Task directions
All of the entries are to be written out again verbatim.

Data excerpts:
※

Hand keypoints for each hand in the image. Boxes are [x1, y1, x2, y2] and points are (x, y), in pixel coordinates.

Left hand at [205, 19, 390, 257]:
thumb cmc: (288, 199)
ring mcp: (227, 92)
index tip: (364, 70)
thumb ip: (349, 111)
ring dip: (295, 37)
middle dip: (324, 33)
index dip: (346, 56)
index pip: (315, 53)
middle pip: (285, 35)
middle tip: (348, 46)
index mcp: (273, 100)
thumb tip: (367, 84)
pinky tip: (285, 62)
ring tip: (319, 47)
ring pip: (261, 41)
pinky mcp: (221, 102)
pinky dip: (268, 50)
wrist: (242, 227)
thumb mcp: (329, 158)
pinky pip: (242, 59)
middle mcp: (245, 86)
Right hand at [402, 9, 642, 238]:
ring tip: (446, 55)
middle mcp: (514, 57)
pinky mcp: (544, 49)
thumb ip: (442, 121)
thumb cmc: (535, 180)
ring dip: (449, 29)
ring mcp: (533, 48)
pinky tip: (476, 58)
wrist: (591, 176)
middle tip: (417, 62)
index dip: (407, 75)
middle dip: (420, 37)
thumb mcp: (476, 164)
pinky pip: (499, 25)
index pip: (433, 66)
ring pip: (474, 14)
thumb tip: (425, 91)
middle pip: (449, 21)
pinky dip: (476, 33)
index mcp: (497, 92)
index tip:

※

Output of the exercise
Hand keypoints for each hand in the image. Boxes are [x1, y1, x2, y2] and points are (x, y), in pixel coordinates.

Left hand at [205, 19, 390, 257]:
thumb cmc: (288, 199)
ring mcp: (227, 92)
index tip: (364, 70)
thumb ip: (349, 111)
ring dip: (295, 37)
middle dip: (324, 33)
index dip: (346, 56)
index pip: (315, 53)
middle pip: (285, 35)
middle tip: (348, 46)
index mcp: (273, 100)
thumb tip: (367, 84)
pinky tip: (285, 62)
ring tip: (319, 47)
ring pip: (261, 41)
pinky mcp: (221, 102)
pinky dip: (268, 50)
wrist: (242, 227)
thumb mcp: (329, 158)
pinky pip: (242, 59)
middle mcp: (245, 86)
Right hand at [402, 9, 642, 238]:
ring tip: (446, 55)
middle mcp: (514, 57)
pinky mcp: (544, 49)
thumb ip: (442, 121)
thumb cmc: (535, 180)
ring dip: (449, 29)
ring mcp: (533, 48)
pinky tip: (476, 58)
wrist: (591, 176)
middle tip: (417, 62)
index dip: (407, 75)
middle dip: (420, 37)
thumb mcp: (476, 164)
pinky pip: (499, 25)
index pip: (433, 66)
ring pip: (474, 14)
thumb tip: (425, 91)
middle pip: (449, 21)
pinky dip: (476, 33)
index mcp: (497, 92)
index tip:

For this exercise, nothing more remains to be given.